Unfortunately, things weren’t that simple. The implementation of the Proclamation was neither easy nor seamless – it was a step toward ending slavery, not the end itself. Issued even as our nation’s bloody Civil War approached its third year, the Emancipation Proclamation was less expansive – and effective – than it sounded.
The reality of the Emancipation Proclamation was that it didn’t free all of the slaves, instead it only freed (on paper only) those living in states in actual rebellion – which means that it did not apply to slavery in either the border states at the time, nor to those Confederate states that had already been taken under the control of the Union. In addition, it proclaimed freedom that was dependent on the Union achieving actual military victory in the Civil War itself. Hundreds of thousands of enslaved people in Southern states were not even aware of the Proclamation and continued to suffer under slavery just as before.

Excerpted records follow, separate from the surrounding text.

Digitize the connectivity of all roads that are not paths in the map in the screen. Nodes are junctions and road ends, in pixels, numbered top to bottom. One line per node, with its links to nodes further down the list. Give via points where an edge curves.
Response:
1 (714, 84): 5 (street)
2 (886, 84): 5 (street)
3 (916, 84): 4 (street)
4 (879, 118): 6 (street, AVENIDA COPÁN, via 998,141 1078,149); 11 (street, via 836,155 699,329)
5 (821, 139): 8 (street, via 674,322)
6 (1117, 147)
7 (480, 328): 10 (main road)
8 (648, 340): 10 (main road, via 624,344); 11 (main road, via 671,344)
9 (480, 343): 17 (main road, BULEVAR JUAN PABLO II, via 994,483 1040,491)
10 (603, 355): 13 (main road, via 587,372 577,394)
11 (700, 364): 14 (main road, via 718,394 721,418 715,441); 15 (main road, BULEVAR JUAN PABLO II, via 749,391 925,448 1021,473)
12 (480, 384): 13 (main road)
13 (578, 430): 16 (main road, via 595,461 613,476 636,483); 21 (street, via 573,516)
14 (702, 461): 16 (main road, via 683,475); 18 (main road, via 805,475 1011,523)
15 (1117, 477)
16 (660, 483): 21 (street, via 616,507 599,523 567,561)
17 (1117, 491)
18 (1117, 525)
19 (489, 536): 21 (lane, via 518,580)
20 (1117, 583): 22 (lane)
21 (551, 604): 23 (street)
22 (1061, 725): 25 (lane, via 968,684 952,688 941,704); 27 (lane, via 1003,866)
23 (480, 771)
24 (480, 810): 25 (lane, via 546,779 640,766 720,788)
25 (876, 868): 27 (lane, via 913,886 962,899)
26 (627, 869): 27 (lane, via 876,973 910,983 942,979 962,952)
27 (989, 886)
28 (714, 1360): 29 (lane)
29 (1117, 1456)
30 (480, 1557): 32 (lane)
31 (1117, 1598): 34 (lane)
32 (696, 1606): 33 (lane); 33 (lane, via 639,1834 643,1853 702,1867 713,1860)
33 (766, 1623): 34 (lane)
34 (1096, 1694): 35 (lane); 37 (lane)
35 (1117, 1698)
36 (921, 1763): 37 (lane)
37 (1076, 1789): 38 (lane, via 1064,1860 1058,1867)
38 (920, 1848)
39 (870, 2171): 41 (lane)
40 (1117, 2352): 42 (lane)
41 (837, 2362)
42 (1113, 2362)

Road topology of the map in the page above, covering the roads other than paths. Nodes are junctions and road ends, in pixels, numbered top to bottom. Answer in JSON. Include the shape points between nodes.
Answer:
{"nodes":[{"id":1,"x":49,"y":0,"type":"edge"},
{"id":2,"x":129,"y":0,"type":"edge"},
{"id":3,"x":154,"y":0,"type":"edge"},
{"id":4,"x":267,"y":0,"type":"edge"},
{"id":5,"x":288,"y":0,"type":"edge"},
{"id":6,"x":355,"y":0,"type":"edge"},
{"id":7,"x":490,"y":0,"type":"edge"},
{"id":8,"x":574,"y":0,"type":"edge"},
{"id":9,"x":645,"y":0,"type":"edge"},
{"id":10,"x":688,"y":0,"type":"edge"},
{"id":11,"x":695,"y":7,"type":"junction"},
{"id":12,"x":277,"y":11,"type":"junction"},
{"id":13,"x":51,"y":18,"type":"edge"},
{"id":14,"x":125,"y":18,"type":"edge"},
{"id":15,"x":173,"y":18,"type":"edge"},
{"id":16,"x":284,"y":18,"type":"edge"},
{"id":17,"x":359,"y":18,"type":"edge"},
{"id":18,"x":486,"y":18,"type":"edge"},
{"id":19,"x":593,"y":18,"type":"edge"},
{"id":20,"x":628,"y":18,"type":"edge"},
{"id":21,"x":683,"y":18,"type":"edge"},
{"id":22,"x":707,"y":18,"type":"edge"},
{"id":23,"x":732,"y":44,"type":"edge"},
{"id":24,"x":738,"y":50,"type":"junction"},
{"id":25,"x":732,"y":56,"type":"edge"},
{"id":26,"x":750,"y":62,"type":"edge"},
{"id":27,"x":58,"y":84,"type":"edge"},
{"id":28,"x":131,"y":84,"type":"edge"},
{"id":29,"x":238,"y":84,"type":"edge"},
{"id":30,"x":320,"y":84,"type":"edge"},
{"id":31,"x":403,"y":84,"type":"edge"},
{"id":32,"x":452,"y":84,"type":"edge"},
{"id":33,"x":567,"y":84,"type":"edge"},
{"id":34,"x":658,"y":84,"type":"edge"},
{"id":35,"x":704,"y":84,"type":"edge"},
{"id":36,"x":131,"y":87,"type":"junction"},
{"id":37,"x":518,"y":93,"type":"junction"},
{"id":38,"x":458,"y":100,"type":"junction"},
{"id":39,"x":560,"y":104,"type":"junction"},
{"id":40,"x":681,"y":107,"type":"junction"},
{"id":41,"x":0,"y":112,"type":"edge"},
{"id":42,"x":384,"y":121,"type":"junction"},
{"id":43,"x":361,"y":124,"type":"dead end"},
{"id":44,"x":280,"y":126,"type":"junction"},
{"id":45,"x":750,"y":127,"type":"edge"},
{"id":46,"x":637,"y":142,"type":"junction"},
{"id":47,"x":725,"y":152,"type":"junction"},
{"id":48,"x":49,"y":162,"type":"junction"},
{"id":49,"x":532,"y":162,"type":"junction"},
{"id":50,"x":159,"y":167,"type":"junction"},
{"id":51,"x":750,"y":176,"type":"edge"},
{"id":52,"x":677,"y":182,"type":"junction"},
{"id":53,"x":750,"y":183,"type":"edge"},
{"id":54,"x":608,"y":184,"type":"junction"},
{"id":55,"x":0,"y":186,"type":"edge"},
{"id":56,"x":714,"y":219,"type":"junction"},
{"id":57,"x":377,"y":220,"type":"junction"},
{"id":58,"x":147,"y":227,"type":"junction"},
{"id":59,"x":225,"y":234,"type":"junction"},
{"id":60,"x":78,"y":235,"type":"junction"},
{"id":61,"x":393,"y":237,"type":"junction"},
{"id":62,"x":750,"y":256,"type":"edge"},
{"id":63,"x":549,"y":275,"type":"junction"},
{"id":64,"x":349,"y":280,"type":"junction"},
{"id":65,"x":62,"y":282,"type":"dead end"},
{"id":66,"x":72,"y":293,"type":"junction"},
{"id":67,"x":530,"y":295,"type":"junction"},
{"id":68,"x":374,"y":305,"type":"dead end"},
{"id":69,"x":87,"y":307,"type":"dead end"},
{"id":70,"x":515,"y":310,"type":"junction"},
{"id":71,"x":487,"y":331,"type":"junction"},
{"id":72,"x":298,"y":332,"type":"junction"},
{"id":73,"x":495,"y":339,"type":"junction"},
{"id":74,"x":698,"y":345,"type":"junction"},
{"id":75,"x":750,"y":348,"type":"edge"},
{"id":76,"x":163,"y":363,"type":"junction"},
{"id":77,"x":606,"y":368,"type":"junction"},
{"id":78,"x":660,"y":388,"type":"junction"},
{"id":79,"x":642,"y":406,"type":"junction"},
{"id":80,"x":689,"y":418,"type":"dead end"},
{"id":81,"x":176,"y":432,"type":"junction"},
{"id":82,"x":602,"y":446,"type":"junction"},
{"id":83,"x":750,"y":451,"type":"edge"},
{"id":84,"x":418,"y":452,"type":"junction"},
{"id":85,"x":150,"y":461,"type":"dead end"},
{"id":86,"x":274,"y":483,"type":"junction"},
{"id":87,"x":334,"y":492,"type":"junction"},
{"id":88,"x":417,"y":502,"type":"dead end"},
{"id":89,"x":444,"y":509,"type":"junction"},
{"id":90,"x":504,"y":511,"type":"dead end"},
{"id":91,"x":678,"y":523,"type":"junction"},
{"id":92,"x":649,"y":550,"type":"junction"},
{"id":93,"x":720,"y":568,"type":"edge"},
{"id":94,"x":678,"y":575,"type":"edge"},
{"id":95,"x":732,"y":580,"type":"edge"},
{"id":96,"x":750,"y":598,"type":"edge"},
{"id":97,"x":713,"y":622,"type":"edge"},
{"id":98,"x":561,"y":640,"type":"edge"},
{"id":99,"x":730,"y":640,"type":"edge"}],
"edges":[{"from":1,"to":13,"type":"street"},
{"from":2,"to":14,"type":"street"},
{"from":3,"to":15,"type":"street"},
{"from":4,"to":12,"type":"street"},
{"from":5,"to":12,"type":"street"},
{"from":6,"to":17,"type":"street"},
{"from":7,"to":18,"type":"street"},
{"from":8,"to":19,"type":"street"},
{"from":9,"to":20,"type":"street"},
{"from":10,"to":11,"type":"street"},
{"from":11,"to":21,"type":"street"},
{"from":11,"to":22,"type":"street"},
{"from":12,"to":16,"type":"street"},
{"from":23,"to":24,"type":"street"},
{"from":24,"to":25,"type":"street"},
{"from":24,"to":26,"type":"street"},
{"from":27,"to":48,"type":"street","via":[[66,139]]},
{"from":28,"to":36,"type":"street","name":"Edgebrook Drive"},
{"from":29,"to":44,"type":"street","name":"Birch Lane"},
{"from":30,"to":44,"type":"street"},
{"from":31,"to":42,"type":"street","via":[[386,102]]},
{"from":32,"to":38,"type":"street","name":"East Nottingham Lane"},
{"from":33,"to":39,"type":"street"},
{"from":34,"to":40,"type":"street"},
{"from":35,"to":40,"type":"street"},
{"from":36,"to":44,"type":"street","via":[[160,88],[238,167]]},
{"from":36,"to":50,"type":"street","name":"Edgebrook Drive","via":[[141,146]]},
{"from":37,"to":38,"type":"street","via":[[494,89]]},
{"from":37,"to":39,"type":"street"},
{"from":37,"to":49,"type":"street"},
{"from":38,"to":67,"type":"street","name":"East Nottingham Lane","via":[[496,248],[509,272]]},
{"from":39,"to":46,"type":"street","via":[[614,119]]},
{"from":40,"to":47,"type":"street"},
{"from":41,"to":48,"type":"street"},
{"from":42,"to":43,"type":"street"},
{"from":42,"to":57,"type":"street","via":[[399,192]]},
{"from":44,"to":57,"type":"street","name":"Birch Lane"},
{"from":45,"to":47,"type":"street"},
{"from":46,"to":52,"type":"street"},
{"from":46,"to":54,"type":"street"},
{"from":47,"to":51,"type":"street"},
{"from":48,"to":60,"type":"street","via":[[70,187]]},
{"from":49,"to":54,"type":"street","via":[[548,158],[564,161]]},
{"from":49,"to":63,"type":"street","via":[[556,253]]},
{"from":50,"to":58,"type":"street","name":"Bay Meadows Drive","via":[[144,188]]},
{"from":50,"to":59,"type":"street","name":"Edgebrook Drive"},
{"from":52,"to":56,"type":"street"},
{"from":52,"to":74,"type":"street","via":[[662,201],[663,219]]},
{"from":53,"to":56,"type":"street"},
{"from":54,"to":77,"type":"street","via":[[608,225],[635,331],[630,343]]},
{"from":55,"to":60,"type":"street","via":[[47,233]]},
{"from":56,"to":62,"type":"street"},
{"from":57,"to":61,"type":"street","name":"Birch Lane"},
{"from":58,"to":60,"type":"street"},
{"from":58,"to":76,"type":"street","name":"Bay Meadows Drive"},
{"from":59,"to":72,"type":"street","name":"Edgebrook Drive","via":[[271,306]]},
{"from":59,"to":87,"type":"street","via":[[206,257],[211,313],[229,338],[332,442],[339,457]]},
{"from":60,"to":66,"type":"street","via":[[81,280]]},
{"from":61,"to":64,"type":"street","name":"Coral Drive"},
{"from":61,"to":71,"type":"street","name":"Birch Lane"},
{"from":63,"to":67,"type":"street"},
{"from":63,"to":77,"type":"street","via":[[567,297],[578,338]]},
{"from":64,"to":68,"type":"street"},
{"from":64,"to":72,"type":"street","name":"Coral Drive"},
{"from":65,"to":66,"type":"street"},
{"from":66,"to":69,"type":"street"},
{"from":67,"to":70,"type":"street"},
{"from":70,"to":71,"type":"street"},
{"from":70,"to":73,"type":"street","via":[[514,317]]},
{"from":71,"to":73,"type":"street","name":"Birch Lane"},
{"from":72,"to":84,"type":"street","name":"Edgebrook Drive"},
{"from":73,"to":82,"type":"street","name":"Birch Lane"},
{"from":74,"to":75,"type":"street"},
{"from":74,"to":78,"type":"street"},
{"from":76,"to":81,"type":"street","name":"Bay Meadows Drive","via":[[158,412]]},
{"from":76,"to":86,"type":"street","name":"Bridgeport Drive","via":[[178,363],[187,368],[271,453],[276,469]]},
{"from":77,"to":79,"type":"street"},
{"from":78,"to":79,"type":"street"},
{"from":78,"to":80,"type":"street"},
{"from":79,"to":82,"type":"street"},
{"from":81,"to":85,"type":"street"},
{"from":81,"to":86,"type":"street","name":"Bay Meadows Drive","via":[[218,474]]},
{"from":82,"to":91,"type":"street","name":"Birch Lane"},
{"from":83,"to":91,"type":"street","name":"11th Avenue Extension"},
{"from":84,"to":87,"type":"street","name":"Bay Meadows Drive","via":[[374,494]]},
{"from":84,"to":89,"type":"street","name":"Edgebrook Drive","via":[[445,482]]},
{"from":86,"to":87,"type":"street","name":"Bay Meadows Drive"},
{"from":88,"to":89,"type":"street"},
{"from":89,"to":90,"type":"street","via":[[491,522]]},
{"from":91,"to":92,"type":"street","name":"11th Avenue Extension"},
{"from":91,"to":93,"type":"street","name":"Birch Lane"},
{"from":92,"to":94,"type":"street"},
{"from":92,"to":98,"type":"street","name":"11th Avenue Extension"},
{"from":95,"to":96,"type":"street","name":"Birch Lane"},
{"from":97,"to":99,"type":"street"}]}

This also means that when the Emancipation Proclamation came into effect at midnight on January 1, 1863, it turned the war, for Black citizens, into an intensely personal fight for their own lives, liberties, and freedoms. This is why, by the end of the war, over 200,000 Black soldiers and sailors had joined the fight in the U.S. Army and Navy, spreading news of the Proclamation along the way as they fought their way against the Confederacy into the South. They also provided the opportunity for enslaved people to escape behind Union lines as they did so.
Even though the Emancipation Proclamation did not actually end slavery in America, it was a crucial step in U.S. history – one that cemented slavery for all time as the inescapable moral and fundamental issue at the heart of the Civil War itself. The Proclamation also enacted the acceptance of Black men into the United States Army and Navy – a huge milestone – while providing the vital starting point in the obliteration of slavery in the United States.
Learn more about the Emancipation Proclamation (and its ties to Juneteenth)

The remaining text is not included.